Problem to solve |
Every entry must be repeated exactly. Exclude all pictures.

Records from a collection
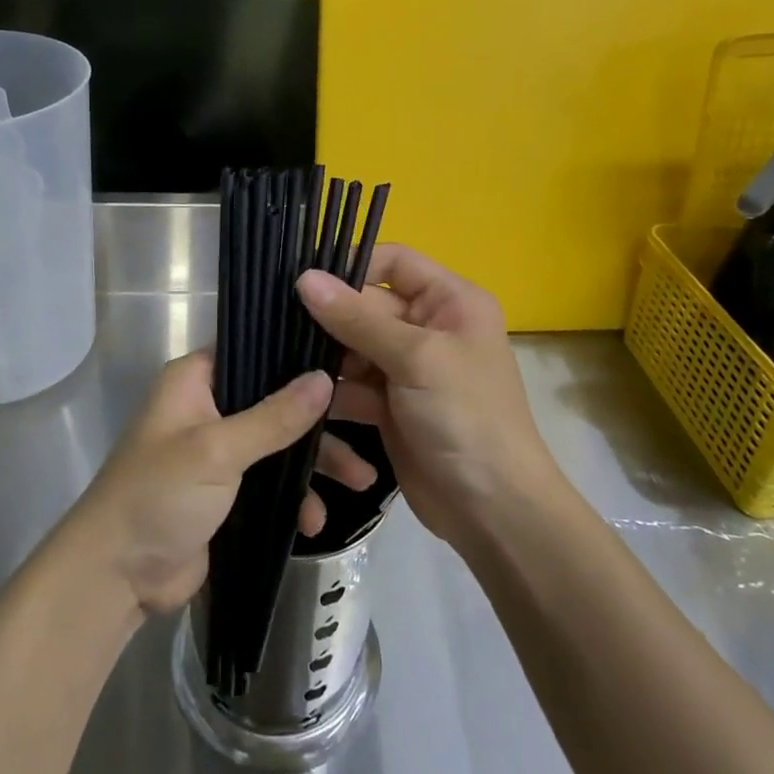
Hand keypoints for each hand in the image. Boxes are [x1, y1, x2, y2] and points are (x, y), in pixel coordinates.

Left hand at [67, 352, 377, 617]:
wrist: (117, 577)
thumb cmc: (159, 495)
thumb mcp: (218, 451)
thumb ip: (274, 417)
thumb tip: (325, 378)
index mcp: (195, 380)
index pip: (254, 348)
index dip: (298, 352)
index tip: (349, 357)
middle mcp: (209, 407)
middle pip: (277, 399)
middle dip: (321, 420)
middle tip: (371, 424)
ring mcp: (219, 451)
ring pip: (281, 443)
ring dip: (316, 463)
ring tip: (362, 484)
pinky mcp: (228, 492)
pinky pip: (273, 482)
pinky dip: (295, 497)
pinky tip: (314, 522)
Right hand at [296, 245, 559, 549]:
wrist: (492, 511)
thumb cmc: (466, 418)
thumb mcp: (415, 358)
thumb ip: (357, 318)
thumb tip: (304, 277)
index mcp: (450, 301)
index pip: (394, 261)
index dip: (353, 267)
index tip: (305, 283)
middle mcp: (429, 327)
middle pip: (366, 306)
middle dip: (330, 320)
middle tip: (281, 327)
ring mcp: (408, 369)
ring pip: (352, 347)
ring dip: (325, 359)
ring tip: (289, 367)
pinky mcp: (389, 406)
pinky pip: (351, 385)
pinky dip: (332, 393)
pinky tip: (304, 402)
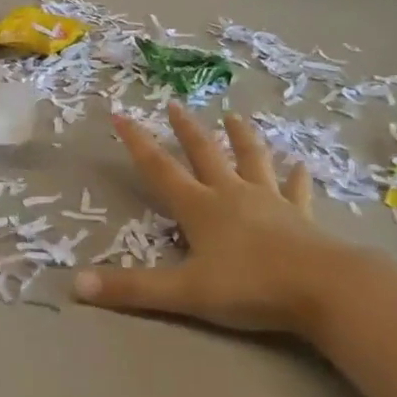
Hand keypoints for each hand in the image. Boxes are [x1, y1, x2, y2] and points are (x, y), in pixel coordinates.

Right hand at [73, 103, 338, 334]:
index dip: (137, 143)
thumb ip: (131, 288)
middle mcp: (231, 194)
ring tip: (234, 116)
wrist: (322, 288)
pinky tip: (301, 165)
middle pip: (205, 154)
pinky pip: (296, 191)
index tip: (121, 114)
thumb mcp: (184, 292)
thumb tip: (75, 283)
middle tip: (174, 104)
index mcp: (200, 207)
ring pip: (251, 160)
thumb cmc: (249, 287)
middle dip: (186, 129)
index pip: (160, 168)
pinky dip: (296, 178)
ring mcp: (269, 202)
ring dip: (241, 139)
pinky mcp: (300, 216)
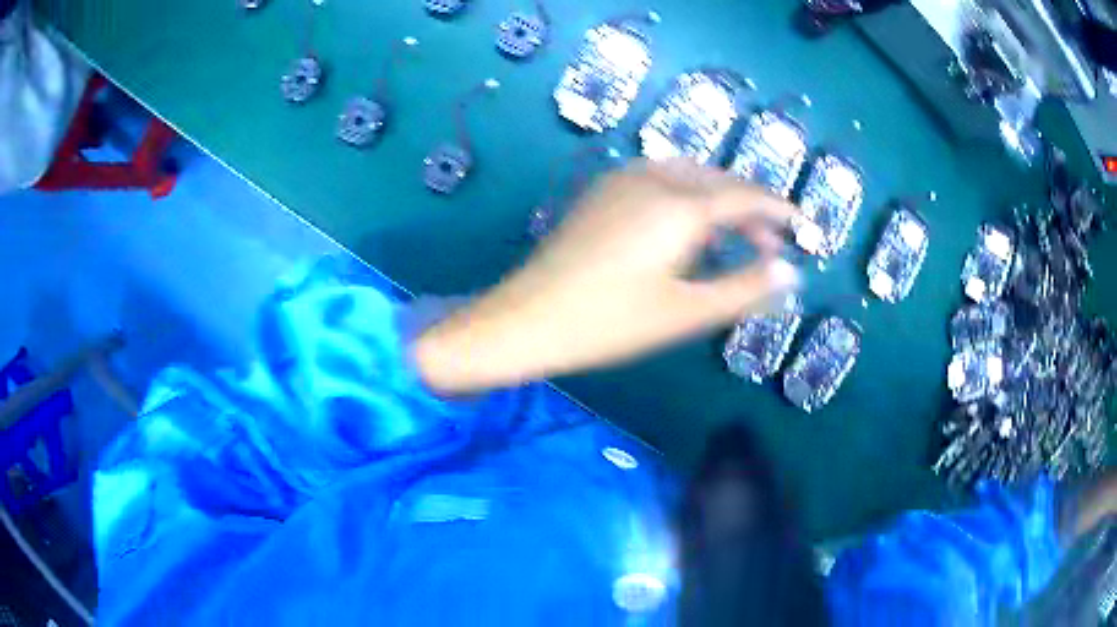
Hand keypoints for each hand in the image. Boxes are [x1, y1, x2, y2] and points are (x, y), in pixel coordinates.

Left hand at [415, 159, 802, 393]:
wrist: (526, 319)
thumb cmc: (609, 322)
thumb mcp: (686, 313)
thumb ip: (745, 289)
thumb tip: (791, 273)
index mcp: (680, 206)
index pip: (746, 197)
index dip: (779, 210)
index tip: (804, 225)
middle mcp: (654, 179)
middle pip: (719, 181)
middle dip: (751, 208)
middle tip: (771, 245)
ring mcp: (622, 181)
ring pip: (689, 176)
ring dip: (719, 200)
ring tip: (734, 238)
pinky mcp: (602, 192)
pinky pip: (660, 180)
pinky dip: (688, 197)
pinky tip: (687, 227)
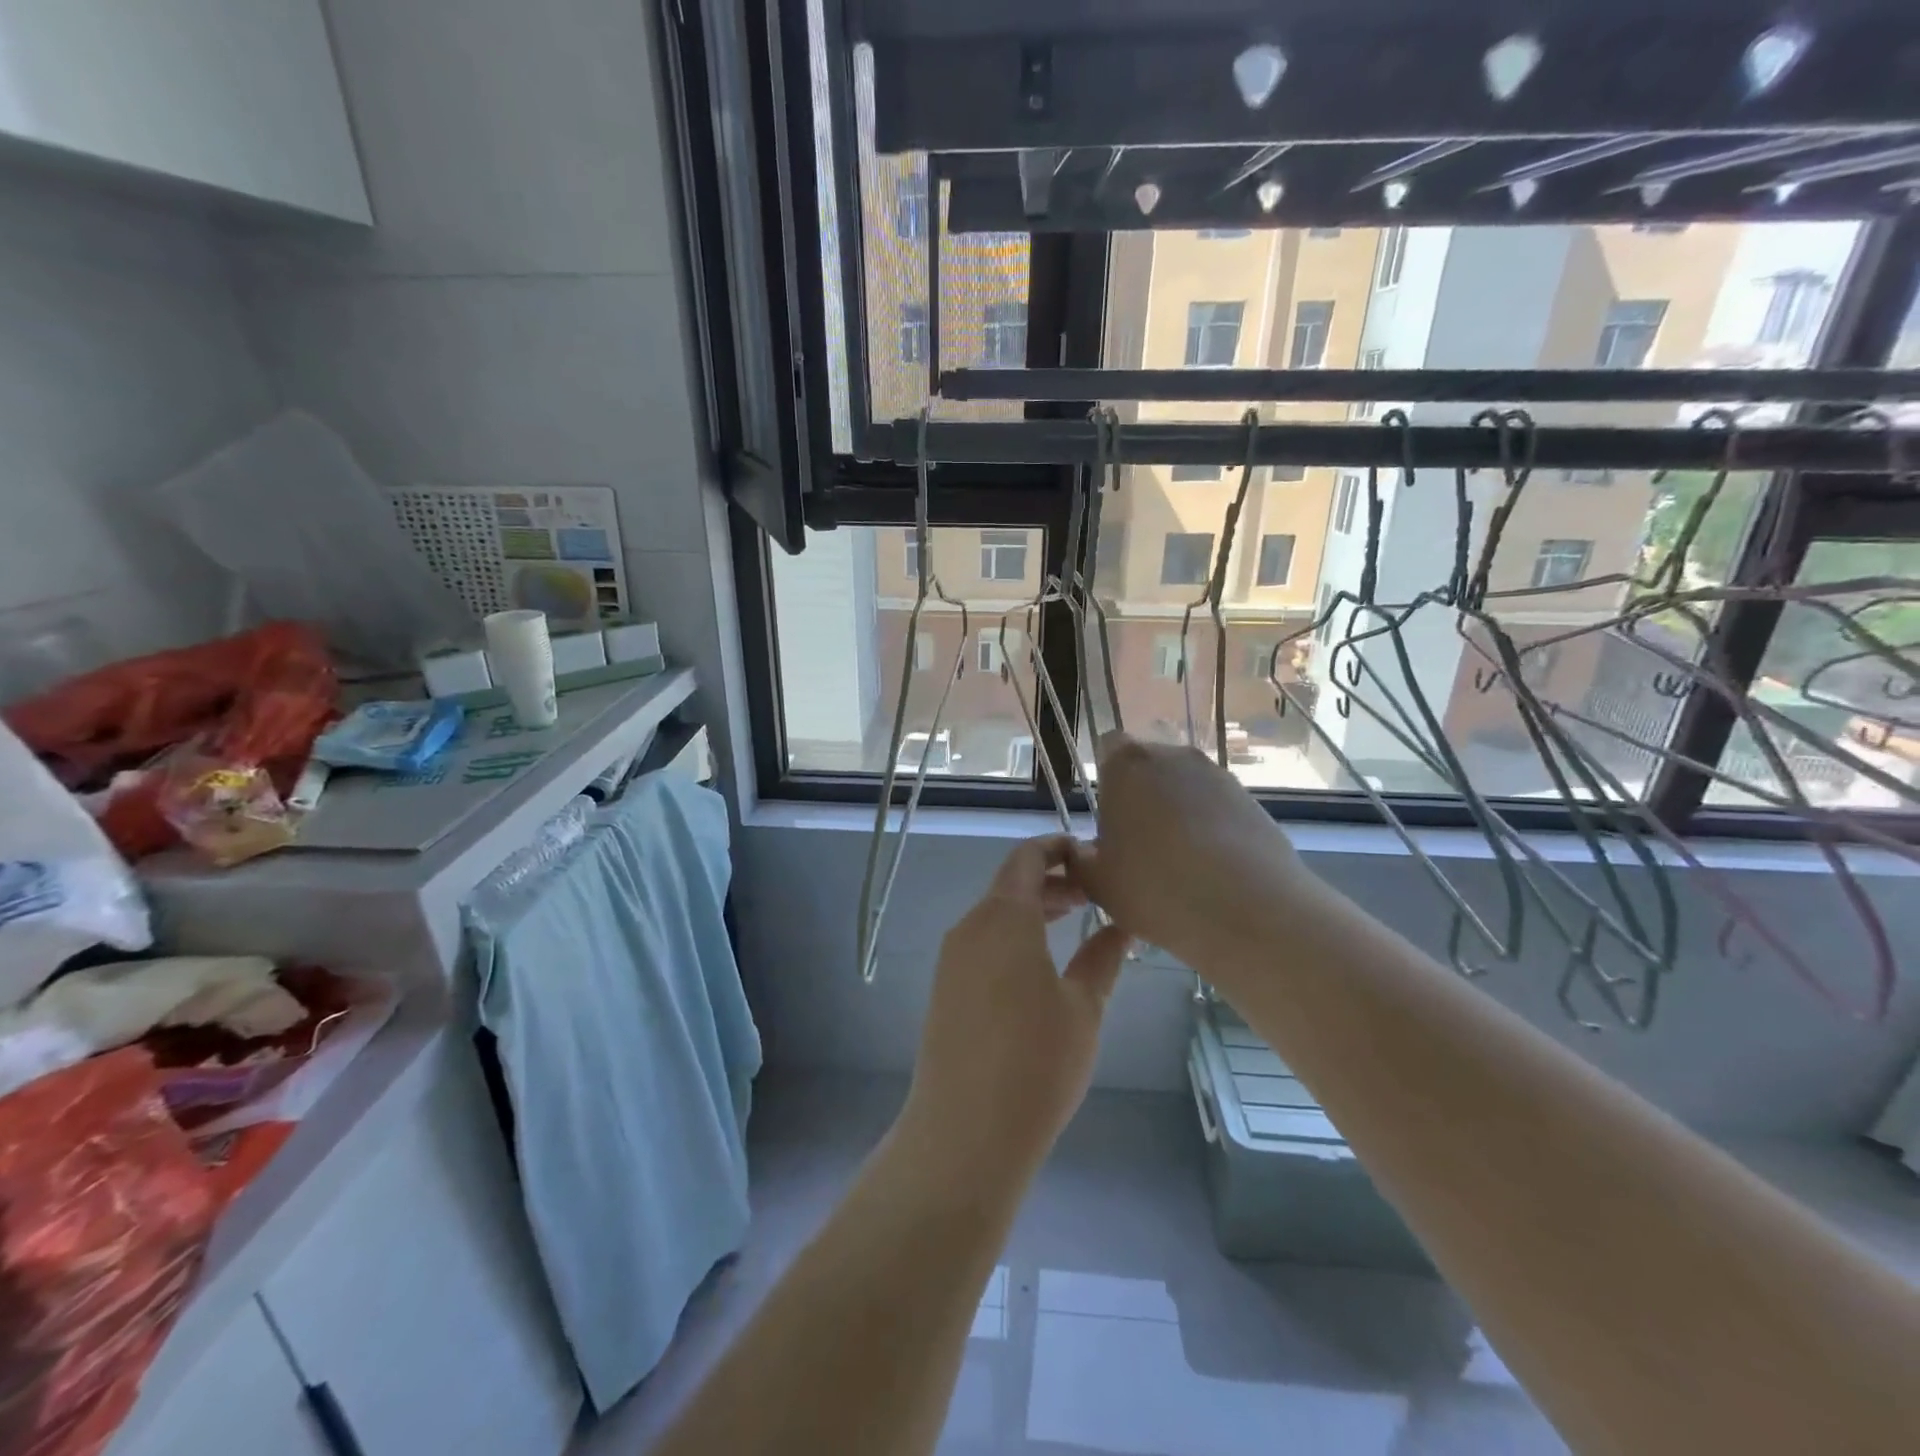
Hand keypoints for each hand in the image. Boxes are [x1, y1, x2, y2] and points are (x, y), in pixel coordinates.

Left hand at [901, 835, 1128, 1187]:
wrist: (965, 1133)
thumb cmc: (1036, 1064)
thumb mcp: (1083, 1008)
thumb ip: (1103, 957)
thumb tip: (1122, 925)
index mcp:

Answer for this exercise |
Hand keypoints for each hand in the image. Boxes are [x1, y1, x2, y2] and points are (x, y), in pixel coordinates.

Left hand at [67, 352, 377, 617]:
wrist: (117, 577)
thumb cmc: (159, 495)
thumb mcp: (218, 451)
thumb ip: (274, 417)
thumb tip: (325, 378)
index mcp: (195, 380)
index pip: (254, 348)
index dip: (298, 352)
index tip: (349, 357)
middle mcp: (209, 407)
middle pip: (277, 399)
middle dip: (321, 420)
middle tip: (371, 424)
ring mcp: (219, 451)
ring pip: (281, 443)
ring dip: (316, 463)
ring tip: (362, 484)
pinky mcp: (228, 492)
pinky pip: (273, 482)
pinky dip: (295, 497)
pinky tip: (314, 522)
Right hand at [296, 245, 559, 549]:
wrist: (492, 511)
thumb cmc: (466, 418)
thumb mcp: (415, 358)
thumb ip: (357, 318)
thumb tip: (304, 277)
index mcp: (450, 301)
index pip: (394, 261)
index dip: (353, 267)
index tip: (305, 283)
middle mcp: (429, 327)
middle pip: (366, 306)
middle dip: (330, 320)
middle tip: (281, 327)
ring mcp: (408, 369)
ring pip: (352, 347)
ring dip: (325, 359)
ring tip: (289, 367)
pinky mcp: (389, 406)
pinky pip: (351, 385)
pinky dip: (332, 393)
pinky tip: (304, 402)
Hand keypoints for each hand in the image. Boxes are [x1, y1, x2, y2] and points are (x, y), in pixel coordinates.

Right hand at [73, 103, 338, 334]:
index dip: (137, 143)
thumb ip: (131, 288)
middle mcp: (231, 194)
ring tip: (234, 116)
wrist: (322, 288)
pinky tip: (301, 165)
middle pip: (205, 154)
pinky pip: (296, 191)
index tip: (121, 114)
thumb mcp: (184, 292)
thumb tip: (75, 283)
middle tip: (174, 104)
index mcp: (200, 207)
ring pip: (251, 160)
thumb cmc: (249, 287)
middle dip: (186, 129)
index pip: (160, 168)
pinky dip: (296, 178)
ring mcp: (269, 202)
ring dip: (241, 139)
pinky mcp: (300, 216)
Hand keypoints for each hand in the image. Boxes are [x1, y1, x2, y2] and points are (x, y), in pixel coordinates.

Left hand at [415, 159, 802, 393]:
wrist: (526, 319)
thumb cmc: (609, 322)
thumb mcp: (686, 313)
thumb ip: (745, 289)
thumb tip: (791, 273)
index mcp: (680, 206)
index pip: (746, 197)
index dip: (779, 210)
index tip: (804, 225)
middle mcp: (654, 179)
middle pip: (719, 181)
middle dip: (751, 208)
middle tip: (771, 245)
ring mcp: (622, 181)
ring pip: (689, 176)
ring dip: (719, 200)
ring tip: (734, 238)
pinky mcp: (602, 192)
pinky pip: (660, 180)
pinky dip: (688, 197)
pinky tip: (687, 227)
Hand keypoints for each hand in the image. Boxes are [x1, y1, x2, y2] and points are (x, y), in pixel coordinates.

Left hand at [901, 835, 1128, 1187]:
wrist: (965, 1133)
thumb cmc: (1036, 1064)
thumb mcp: (1083, 1008)
thumb ip: (1103, 957)
thumb tip: (1122, 925)
index mcp:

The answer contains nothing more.